The automobile today has been long regarded as the measure of human progress. It is in this progress that distances now are counted in minutes instead of kilometres. But how did we get here? From the early 1800s of Francois Isaac de Rivas' vehicle to the petrol and diesel engines of Nikolaus Otto and Rudolf Diesel, the automobile has seen iterations from Karl Benz' production vehicle to Ransom E. Olds' modern assembly line. Yet without the accessibility and mass production of Henry Ford's Model T, we wouldn't have the automotive industry with over a billion different vehicles on roads.
Who started the Ford Model T?
Henry Ford (1863 - 1947) was an intuitive engineer from Detroit who acquired a deep understanding of manufacturing techniques. Before the Model T, cars were a rarity on the road and was reserved as a luxury item for the affluent. In 1908, the Ford Model T cost $825 or $18,000 in today's dollars, which began as one of the early cars in mankind's history.

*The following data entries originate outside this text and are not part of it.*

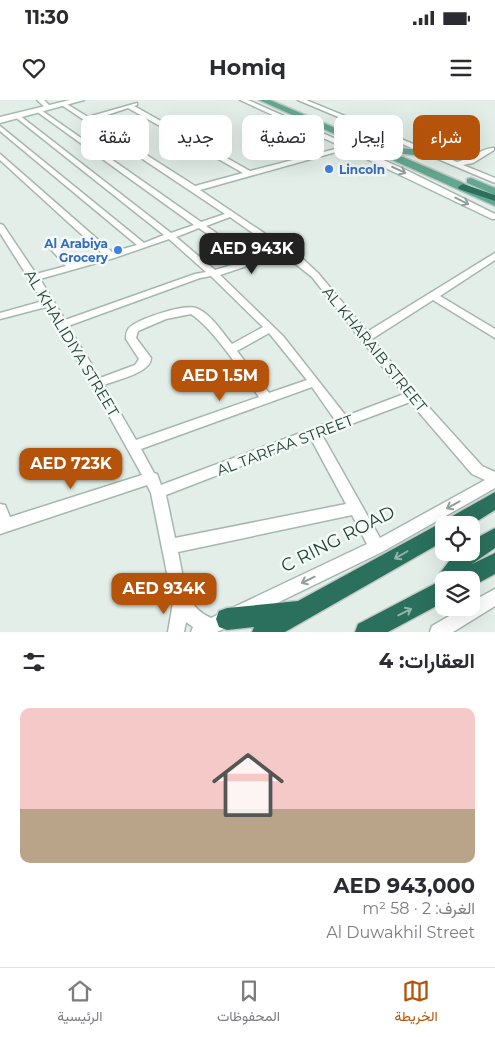 <!DOCTYPE html>
<html lang="ar">
<meta charset="utf-8">
<style>
body{margin:0;font-family:Montserrat,Vazirmatn,sans-serif;background:#f7f7f7;color:#2b2b33;direction:rtl;height:100vh;display:flex;flex-direction:column;font-size:19px;white-space:nowrap}
*{box-sizing:border-box;margin:0}
p{font-size:16px;color:#7c7c81}
.icon{flex:none;width:28px;height:28px;fill:none;stroke:currentColor;stroke-width:2;stroke-linecap:round;stroke-linejoin:round}
.map{position:relative;height:532px;overflow:hidden;direction:ltr}
.side{display:flex;flex-direction:column;background:#fff;flex:1}
.side>*{flex:none}
.hud{position:absolute;left:15px;top:15px;width:465px;height:45px;direction:rtl;display:flex;gap:10px}
.buttons{position:absolute;left:435px;top:416px;display:grid;gap:10px}
.buttons a{display:grid;place-items:center;width:45px;height:45px;border-radius:10px;background:#fff;box-shadow:0 5px 20px #0002;font-size:25px}
.price{position:absolute;translate:-50% -42px;padding:0 11px;border-radius:10px;background:#b45309;color:#fff;font-size:16px;line-height:32px;filter:drop-shadow(0 1px 2px #0008)}
.price::after{content:'';position:absolute;left:50%;top:30px;width:15px;height:11px;margin-left:-8px;background:inherit;clip-path:polygon(0 0,100% 0,50% 100%)}
.price.on{background:#222;color:#fff}
ul{padding:0;list-style:none}
li{display:grid;align-content:center;gap:10px;height:265px;padding:0 20px}
li span{display:grid;place-items:center;height:155px;border-radius:10px;color:#555}
li>.icon{margin-inline-start:auto}
span .icon{width:90px;height:90px;fill:#fffc;stroke-width:1}
li b{font-size:21px}
h2{display:flex;justify-content:space-between;align-items:center;height:60px;padding:0 20px;font-size:21px}
.tag{padding:0 18px;border-radius:10px;background:#fff;box-shadow:0 5px 20px #0002;font-size:18px;line-height:45px}
.tag.on{background:#b45309;color:#fff}
.status{display:flex;justify-content:space-between;align-items:center;height:35px;padding:0 25px;background:#fff;direction:ltr}
.status svg{height:14px;fill:currentColor}
header{display:flex;justify-content:space-between;align-items:center;height:65px;padding:0 20px;background:#fff;font-size:22px;font-weight:700}
.tabs{display:flex;justify-content:space-around;align-items:center;height:70px;border-top:1px solid #e1e1e2;background:#fff;font-size:14px;color:#7c7c81}
.tabs a{display:grid;justify-items:center;gap:2px}
.tabs .on{color:#b45309}
.map>svg:first-child{display:block}
.lines{fill:none;stroke-linecap:round;stroke-linejoin:round}
.street-casing{stroke:#a5b7af;stroke-width:3}
.secondary-casing{stroke:#a1bbaf;stroke-width:3}
.primary-casing{stroke:#c1cac7;stroke-width:3}
.highway-casing{stroke:#c1cac7;stroke-width:3}
.street{fill:#fff;fill-rule:evenodd}
.secondary{fill:#fff;fill-rule:evenodd}
.primary{fill:#64a790;fill-rule:evenodd}
.highway{fill:#2a705c;fill-rule:evenodd}
.oneway{stroke:#90a09a}
.oneway2{stroke:#8fb5aa}
.shop-dot{fill:#3f7fe0;stroke:#f4faf7;stroke-width:2}
.labels{text-anchor:middle;dominant-baseline:central;stroke-width:5;stroke-linejoin:round;paint-order:stroke}
.far-shop-label{font-size:12px;font-weight:bold;fill:#366cbe;stroke:#f4faf7;text-anchor:start}
.street-label{font-size:15px;fill:#214136;stroke:#f4faf7}
.near-street-label{font-size:18px;fill:#214136;stroke:#f4faf7}
</style>
<div class="status"><b>11:30</b><svg viewBox="0 0 49 12"><path d="M0 12V9h3v3zM5 12V6h3v6zM10 12V3h3v9zM15 12V0h3v12zM26 1h20v11H26zM47 4h2v5h-2z"/></svg></div>
<header><svg class="icon" aria-label="menu" viewBox="0 0 24 24"><path d="M4 6h16M4 12h16M4 18h16"/></svg>Homiq<svg class="icon" aria-label="heart" viewBox="0 0 24 24"><path d="M12 20l-8-8c-3-5 5-10 8-4 3-6 11-1 8 4z"/></svg></header>
<div class="map">
<svg width="495" height="532" viewBox="0 0 495 532">
<rect width="100%" height="100%" fill="#e3eee8"/>
<g class="lines">
<defs>
<path id="street" d="M37 0H44L52 8 47 9Z
M240 0H248L406 70 495 114V119H492L350 51 336 52 200 90 304 160 318 173 367 232 495 153V160L440 196 495 229V238L433 200 372 239 416 293 482 366 495 372V388L382 452 217 532H191L193 527 186 522 184 532H168L173 503 151 393 147 385 0 434V404L5 405 10 417 142 375 92 285 46 207 0 219V213L43 201 0 133V124L3 125 36 174 66 166 46 144V140H52L74 163 104 155 0 60V54L112 152 137 145 0 31V26L144 143 164 135 14 16 19 15 171 133 194 125 36 11 41 10 201 122 225 114 60 4 65 3 88 17 137 3V5L134 6 250 71 343 47ZM128 8 243 73 195 86 92 20ZM230 117 277 150 253 158 206 126ZM199 128 245 161 215 170 176 137ZM169 139 206 172 195 174 65 220 40 179 114 158ZM283 154 312 177 404 294 346 316 283 236 220 175ZM211 176 263 227 232 244C222 232 211 214 196 208 183 204 138 219 129 228 126 232 126 235 126 239L139 259 135 265 100 278 68 226 200 178ZM191 214C214 229 242 273 259 297L136 340 104 285C116 280 151 273 151 258L136 238 138 231 166 219ZM269 233 307 280 269 293 237 251ZM312 287 335 320 161 385 157 374 154 373 141 349ZM410 302 472 374 485 380 380 438 322 335ZM311 339 346 404 175 438 166 395ZM352 415 367 444 211 518C183 506 184 478 178 452Z
M298 0H306L457 62C468 59 485 47 494 48V50L473 63 463 65 495 78V83Z
M495 489V506L453 532H430L432 526 463 508H471V502Z"/>
<path id="secondary" d="M70 0H84L0 23V17Z"/>
<path id="primary" d="M259 0H270L461 82 495 99V106Z
M376 29 379 30V34L357 36 353 33 357 30Z
M399 48 431 51 436 54 431 57 396 53 394 51Z
M471 78 495 88V95L467 83V79Z"/>
<path id="highway" d="M463 84 495 95V101L459 89 458 87Z
M495 392V410L471 425H444V441L285 532H252L254 527 227 530 219 527 216 519 219 511 227 508 298 501 437 425 445 423 447 419Z
M495 428V448L472 464 495 453V474L471 487V480H444V502L388 532H355L358 524 438 482 440 473 456 452H471V441Z"/>
</defs>
<use href="#street" class="street-casing"/>
<use href="#secondary" class="secondary-casing"/>
<use href="#primary" class="primary-casing"/>
<use href="#highway" class="highway-casing"/>
<use href="#street" class="street"/>
<use href="#secondary" class="secondary"/>
<use href="#primary" class="primary"/>
<use href="#highway" class="highway"/>
</g>
<defs><path id="oneway-shaft" d="M-6 0H5M1.5-3L5.5 0L1.5 3" fill="none" stroke-width="1.6" stroke-linecap="round" stroke-linejoin="round" transform="scale(1.25)"/></defs>
<g class="oneway">
<use href="#oneway-shaft" transform="translate(399 70) rotate(25)"/>
<use href="#oneway-shaft" transform="translate(462 101) rotate(27)"/>
<use href="#oneway-shaft" transform="translate(453 405) rotate(151)"/>
<use href="#oneway-shaft" transform="translate(308 480) rotate(154)"/>
</g>
<g class="oneway2">
<use href="#oneway-shaft" transform="translate(401 455) rotate(150)"/>
<use href="#oneway-shaft" transform="translate(405 512) rotate(-27)"/>
</g>
<g class="shop-dot">
<circle cx="329" cy="69" r="5"/>
<circle cx="118" cy="150" r="5"/>
</g>
<g class="labels">
<g class="far-shop-label">
<text x="339" y="69">Lincoln</text>
<text x="108" y="143" text-anchor="end">Al Arabiya<tspan x="108" dy="14">Grocery</tspan></text>
</g>
<g class="street-label">
<text transform="translate(72 243) rotate(59)">AL KHALIDIYA STREET</text>
<text transform="translate(375 249) rotate(51)">AL KHARAIB STREET</text>
<text transform="translate(285 345) rotate(-21)">AL TARFAA STREET</text>
</g>
<g class="near-street-label">
<text transform="translate(338 439) rotate(-27)">C RING ROAD</text>
</g>
</g>
</svg>
<div class="buttons">
<a><svg class="icon" aria-label="locate" viewBox="0 0 24 24"><circle cx="12" cy="12" r="6"/><path d="M12 2v4M12 18v4M2 12h4M18 12h4"/></svg></a>
<a><svg class="icon" aria-label="layers" viewBox="0 0 24 24"><path d="M12 4l9 5-9 5-9-5zM3 14l9 5 9-5"/></svg></a>
</div>
<b class="price on" style="left:252px;top:175px">AED 943K</b>
<b class="price" style="left:220px;top:302px">AED 1.5M</b>
<b class="price" style="left:71px;top:390px">AED 723K</b>
<b class="price" style="left:164px;top:515px">AED 934K</b>
<div class="hud">
<a class="tag on">شراء</a>
<a class="tag">إيجار</a>
<a class="tag">تصفية</a>
<a class="tag">جديد</a>
<a class="tag">شقة</a>
</div>
</div>
<section class="side">
<h2>العقارات: 4<svg class="icon" aria-label="filters" viewBox="0 0 24 24"><path d="M4 7h16M4 17h16"/><circle cx="9" cy="7" r="2"/><circle cx="15" cy="17" r="2"/></svg></h2>
<ul>
<li><span style="background:linear-gradient(#f6c9c9 65%,#b9a48a 0)"><svg class="icon" aria-label="home" viewBox="0 0 24 24"><path d="M3 11l9-7 9 7M6 9v11h12V9"/></svg></span><div><b>AED 943,000</b><p>الغرف: 2 · 58 m²</p><p>Al Duwakhil Street</p></div></li>
</ul>
</section>
<nav class="tabs">
<a class="on"><svg class="icon" aria-label="map" viewBox="0 0 24 24"><path d="M3 6l6-2 6 2 6-2v14l-6 2-6-2-6 2zM9 4v14M15 6v14"/></svg>الخريطة</a>
<a><svg class="icon" aria-label="saved" viewBox="0 0 24 24"><path d="M7 4h10v16l-5-4-5 4z"/></svg>المحفوظات</a>
<a><svg class="icon" aria-label="home" viewBox="0 0 24 24"><path d="M3 11l9-7 9 7M6 9v11h12V9"/></svg>الرئيسية</a>
</nav>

Made for the ordinary people
The car had 22 hp, four-cylinder engine and was pioneered by French race-car makers. Weighed just 544 kilograms, it could go as fast as 64 km per hour running simply on gasoline. There when oil prices dipped in early 20 century, Ford kept prices low by building just one model.
What the Americans wanted
By the 1920s, many Americans weren’t just interested in a durable, well-made car. They wanted something different; something that they could be proud of. Americans wanted optimal speed, luxury and most of all, a simple car that could transport them to their intended destination. This changed the use of horse and carriage to motorised transportation.
The flexible, well-sprung Model T was most at home when driven in the unmade rural roads and most city roads of the time.
Driving the Ford Model T
The Model T is the first vehicle that provided the base for motorised transport application at its infancy. Considering that over 15 million Model T's were made, driving the Model T with its three pedals, solitary hand brake and throttle lever in the modern day would be truly complex. Imagine that the center pedal would engage the reverse gear, with the right pedal; the brake.
On application, stepping on the pedal all the way to the left, move the throttle lever to “give it the gas” and gently move the floor lever forward. Once it’s moving, move the right lever up, let off the left pedal to give it more gas to shift into high.
The assembly lines that Ford put in place included things such as timing employees with stopwatches, shaping up their overall punctuality and accuracy at work. Then in 1913, Ford had to employ over 40,000 new hires just to reclaim 13,000 workers back on the job. In order to reduce his employee’s turnover rate, Ford decided to pay his employees more just so they wouldn’t quit. It was a plan that did not seem to make any sense at that very moment, but it certainly helped in keeping productivity up and beyond the expectations of Henry Ford.
The Model T had a great significance as a symbol and advertisement for Ford’s production-line techniques and became a phenomenon worldwide. Thus, the eighteenth-century Scottish philosopher Adam Ferguson wrote, ‘Mechanical arts succeed best under a total suppression of sentiment and reason’. Ford and his methods impressed both Adolf Hitler and Joseph Stalin which may have given inspiration for the birth of Volkswagen in later years.